“This world is but canvas to our imaginations.”
Henry David Thoreau
As soon as I read these bold words, I was inspired to share more of this exuberant, inventive writer’s work with you. Many of these words of wisdom are from Henry’s masterwork, Walden, which was truly appreciated only many years after it was written (see Walden Ponders):
“I learned this, at least, by my experiment: that if one advances confidently in the direction of his dreams, and endeavors to live the life which he has imagined, he will meet with a success unexpected in common hours.”
“The question is not what you look at, but what you see.”
“You must live in the present, launch yourself on every wave, find your eternity in each moment. Fools stand on their island of opportunities and look toward another land. There is no other land; there is no other life but this.”

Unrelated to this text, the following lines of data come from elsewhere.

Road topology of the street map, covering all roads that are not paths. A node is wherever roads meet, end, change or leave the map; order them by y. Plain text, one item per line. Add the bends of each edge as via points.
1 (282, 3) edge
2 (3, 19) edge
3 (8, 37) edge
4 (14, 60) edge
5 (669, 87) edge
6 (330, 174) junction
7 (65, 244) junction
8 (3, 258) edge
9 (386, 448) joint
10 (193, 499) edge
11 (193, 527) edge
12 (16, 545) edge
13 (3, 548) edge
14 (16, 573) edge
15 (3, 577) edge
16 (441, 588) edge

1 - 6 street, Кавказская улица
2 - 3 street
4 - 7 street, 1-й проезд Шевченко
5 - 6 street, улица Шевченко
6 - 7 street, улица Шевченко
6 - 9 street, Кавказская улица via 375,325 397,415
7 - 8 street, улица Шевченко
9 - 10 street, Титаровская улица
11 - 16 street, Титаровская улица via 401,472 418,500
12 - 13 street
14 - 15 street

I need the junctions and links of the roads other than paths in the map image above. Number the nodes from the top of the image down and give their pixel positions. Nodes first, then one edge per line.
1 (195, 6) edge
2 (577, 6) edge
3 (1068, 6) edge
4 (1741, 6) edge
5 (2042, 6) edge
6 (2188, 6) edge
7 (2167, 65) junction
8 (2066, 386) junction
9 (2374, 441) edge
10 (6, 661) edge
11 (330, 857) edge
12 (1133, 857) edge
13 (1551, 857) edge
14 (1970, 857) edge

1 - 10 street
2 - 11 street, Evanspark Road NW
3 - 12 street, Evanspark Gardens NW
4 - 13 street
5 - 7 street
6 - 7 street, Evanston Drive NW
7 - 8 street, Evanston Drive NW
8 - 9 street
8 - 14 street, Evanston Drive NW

“If you have built castles in the air, your work need not be lost; that is where they should be. Now put the foundations under them.”
“Books are the treasured wealth of the world and the fit inheritance of generations and nations….“Read the best books first, or you may not have a chance to read them at all.”
“If a man does not keep pace with his companions, perhaps it is because he hears a different drummer. Let him step to the music he hears, however measured or far away.”
“Our life is frittered away by detail. Simplify, simplify.”
“Live in each season as it passes; breathe the air, drink the drink, taste the fruit, and resign yourself to the influence of the earth.”
“Disobedience is the true foundation of liberty. The obedient must be slaves.”
“The cost of a thing is the amount of what I will call life which is required to be exchanged for it, immediately or in the long run.”
“Could a greater miracle take place than for us to look through each other’s eyes for an instant?”
“All good things are wild and free.”
What a gorgeous writer and and radical thinker! Different drummers — that’s us! Emboldened and encouraged, let’s all write on!